MATERIAL SUPPLIED:

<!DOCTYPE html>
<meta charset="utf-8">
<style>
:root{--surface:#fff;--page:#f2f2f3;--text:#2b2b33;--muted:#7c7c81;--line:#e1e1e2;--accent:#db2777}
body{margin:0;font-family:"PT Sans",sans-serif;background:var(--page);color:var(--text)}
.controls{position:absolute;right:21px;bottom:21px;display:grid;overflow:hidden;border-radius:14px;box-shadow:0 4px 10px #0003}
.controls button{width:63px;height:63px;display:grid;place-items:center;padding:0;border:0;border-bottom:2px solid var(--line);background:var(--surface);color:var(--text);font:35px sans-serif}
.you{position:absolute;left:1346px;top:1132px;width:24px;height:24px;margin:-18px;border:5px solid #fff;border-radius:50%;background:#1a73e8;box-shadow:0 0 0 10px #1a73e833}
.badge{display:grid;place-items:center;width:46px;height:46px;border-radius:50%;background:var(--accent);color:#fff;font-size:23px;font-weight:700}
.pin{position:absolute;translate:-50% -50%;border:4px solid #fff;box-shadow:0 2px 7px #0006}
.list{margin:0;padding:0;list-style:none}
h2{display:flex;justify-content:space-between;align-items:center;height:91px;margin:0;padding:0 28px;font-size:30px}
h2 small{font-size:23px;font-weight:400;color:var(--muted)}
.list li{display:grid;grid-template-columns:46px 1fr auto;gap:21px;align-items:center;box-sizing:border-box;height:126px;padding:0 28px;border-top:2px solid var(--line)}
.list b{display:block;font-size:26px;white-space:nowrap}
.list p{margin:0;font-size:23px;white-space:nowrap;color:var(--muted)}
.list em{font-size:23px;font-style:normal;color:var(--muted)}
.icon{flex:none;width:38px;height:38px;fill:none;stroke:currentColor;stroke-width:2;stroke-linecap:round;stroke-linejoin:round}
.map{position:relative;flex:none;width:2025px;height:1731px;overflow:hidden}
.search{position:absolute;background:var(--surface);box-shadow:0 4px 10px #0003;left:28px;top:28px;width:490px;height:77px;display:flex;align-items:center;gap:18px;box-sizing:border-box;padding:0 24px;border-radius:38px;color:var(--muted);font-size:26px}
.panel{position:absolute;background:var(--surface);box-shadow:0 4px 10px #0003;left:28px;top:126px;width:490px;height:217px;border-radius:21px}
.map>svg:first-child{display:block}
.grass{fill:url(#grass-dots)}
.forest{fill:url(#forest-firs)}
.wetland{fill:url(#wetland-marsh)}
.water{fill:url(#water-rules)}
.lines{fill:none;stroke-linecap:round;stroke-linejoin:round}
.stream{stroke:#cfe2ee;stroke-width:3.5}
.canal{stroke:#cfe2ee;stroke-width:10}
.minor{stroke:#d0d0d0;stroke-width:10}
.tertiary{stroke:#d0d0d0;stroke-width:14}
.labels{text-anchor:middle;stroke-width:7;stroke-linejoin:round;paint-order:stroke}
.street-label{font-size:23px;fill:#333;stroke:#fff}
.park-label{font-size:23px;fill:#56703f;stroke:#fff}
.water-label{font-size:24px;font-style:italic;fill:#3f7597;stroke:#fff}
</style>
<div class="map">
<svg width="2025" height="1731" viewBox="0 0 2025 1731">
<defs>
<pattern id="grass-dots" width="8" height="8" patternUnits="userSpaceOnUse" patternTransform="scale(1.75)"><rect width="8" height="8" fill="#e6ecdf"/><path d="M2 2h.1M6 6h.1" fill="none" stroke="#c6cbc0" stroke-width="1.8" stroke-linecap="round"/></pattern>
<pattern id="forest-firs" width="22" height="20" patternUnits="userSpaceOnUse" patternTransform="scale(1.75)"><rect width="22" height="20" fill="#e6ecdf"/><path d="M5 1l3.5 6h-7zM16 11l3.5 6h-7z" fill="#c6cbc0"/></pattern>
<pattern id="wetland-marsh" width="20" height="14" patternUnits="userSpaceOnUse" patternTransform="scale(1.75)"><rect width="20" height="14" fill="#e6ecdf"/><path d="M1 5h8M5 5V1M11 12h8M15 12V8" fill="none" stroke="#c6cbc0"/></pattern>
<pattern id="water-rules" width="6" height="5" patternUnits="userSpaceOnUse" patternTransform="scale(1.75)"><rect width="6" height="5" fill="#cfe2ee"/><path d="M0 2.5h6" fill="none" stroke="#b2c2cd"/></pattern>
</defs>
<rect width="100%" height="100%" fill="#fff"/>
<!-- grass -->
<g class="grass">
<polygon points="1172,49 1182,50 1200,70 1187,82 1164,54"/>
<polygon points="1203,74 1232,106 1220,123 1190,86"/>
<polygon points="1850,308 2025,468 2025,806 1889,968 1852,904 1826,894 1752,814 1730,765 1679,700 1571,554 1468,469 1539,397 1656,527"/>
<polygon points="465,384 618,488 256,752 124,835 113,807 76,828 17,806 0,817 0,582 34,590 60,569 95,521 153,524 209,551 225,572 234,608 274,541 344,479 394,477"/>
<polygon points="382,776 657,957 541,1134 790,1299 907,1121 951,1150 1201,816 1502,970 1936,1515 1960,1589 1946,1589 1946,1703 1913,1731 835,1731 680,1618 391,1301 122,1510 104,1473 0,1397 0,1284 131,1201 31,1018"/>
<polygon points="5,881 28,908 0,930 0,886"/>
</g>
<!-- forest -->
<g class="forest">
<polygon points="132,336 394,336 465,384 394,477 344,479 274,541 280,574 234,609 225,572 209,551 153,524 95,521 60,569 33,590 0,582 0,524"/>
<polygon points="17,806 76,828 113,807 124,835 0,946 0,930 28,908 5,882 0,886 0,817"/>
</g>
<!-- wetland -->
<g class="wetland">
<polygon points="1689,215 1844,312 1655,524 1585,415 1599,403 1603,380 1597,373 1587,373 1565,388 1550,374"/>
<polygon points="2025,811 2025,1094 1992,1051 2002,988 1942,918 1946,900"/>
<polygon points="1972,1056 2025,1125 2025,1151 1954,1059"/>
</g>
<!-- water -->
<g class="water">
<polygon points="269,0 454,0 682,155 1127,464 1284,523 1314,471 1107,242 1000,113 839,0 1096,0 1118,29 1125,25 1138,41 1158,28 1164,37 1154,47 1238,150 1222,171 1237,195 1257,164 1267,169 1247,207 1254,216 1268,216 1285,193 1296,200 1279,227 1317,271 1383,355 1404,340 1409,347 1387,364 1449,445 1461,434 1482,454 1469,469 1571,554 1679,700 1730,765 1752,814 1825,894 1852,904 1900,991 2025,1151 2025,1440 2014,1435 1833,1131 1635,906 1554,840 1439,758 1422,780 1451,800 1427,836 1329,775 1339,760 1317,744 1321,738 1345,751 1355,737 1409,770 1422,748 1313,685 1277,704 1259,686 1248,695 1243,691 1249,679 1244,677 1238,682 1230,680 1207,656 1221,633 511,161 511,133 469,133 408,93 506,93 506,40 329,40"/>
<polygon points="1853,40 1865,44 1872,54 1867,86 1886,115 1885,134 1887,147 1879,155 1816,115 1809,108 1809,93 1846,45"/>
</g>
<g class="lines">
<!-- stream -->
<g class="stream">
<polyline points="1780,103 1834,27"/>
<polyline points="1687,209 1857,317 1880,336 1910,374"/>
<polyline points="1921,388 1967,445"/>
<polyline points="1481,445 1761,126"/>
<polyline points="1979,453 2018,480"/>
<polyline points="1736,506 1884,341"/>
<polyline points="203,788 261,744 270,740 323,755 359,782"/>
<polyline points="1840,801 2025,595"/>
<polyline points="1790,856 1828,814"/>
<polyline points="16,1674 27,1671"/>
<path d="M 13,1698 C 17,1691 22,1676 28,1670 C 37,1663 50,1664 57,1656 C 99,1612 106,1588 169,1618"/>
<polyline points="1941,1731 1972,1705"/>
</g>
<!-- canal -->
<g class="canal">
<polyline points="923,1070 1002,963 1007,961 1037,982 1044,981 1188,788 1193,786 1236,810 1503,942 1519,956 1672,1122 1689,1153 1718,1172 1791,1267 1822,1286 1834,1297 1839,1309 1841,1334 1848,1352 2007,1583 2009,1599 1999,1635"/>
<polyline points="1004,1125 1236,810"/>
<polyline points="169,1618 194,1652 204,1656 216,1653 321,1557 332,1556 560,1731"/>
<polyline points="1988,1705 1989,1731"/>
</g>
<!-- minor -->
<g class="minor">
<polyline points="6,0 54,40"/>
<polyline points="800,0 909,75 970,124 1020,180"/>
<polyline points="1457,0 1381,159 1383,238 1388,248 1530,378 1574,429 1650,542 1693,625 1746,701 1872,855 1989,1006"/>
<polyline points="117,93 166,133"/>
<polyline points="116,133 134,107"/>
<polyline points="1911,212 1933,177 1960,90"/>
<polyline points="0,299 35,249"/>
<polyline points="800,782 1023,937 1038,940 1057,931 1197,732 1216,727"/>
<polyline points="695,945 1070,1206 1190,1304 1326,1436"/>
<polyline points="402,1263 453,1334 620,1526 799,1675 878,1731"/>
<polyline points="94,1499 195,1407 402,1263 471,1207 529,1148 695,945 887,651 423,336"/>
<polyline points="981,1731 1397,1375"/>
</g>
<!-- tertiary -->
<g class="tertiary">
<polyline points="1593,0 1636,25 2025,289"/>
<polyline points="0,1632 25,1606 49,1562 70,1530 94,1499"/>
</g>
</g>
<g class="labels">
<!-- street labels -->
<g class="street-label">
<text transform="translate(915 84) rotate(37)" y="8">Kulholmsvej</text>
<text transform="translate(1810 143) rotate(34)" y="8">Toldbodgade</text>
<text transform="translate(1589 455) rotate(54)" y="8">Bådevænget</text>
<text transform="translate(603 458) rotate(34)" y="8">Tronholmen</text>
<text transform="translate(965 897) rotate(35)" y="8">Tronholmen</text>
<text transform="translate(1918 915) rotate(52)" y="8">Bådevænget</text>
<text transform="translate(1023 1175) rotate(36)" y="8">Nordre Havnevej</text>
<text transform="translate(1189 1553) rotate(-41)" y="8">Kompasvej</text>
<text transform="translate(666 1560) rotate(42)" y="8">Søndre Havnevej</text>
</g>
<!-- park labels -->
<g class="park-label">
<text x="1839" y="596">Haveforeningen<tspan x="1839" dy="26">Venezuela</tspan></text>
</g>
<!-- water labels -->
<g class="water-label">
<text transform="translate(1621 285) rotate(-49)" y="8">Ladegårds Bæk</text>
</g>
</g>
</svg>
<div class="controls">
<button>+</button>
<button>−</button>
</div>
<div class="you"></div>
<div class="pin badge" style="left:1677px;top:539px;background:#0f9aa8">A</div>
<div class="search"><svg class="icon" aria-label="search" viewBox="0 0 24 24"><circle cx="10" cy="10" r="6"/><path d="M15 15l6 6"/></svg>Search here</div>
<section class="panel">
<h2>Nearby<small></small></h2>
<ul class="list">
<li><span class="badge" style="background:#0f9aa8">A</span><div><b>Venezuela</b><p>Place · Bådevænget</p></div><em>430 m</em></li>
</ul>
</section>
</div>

EXERCISE GOAL:
Show me every line of the entries above that holds "sans".

RESPONSE TO THIS TASK:
body{margin:0;font-family:"PT Sans",sans-serif;background:var(--page);color:var(--text)}
.controls button{width:63px;height:63px;display:grid;place-items:center;padding:0;border:0;border-bottom:2px solid var(--line);background:var(--surface);color:var(--text);font:35px sans-serif}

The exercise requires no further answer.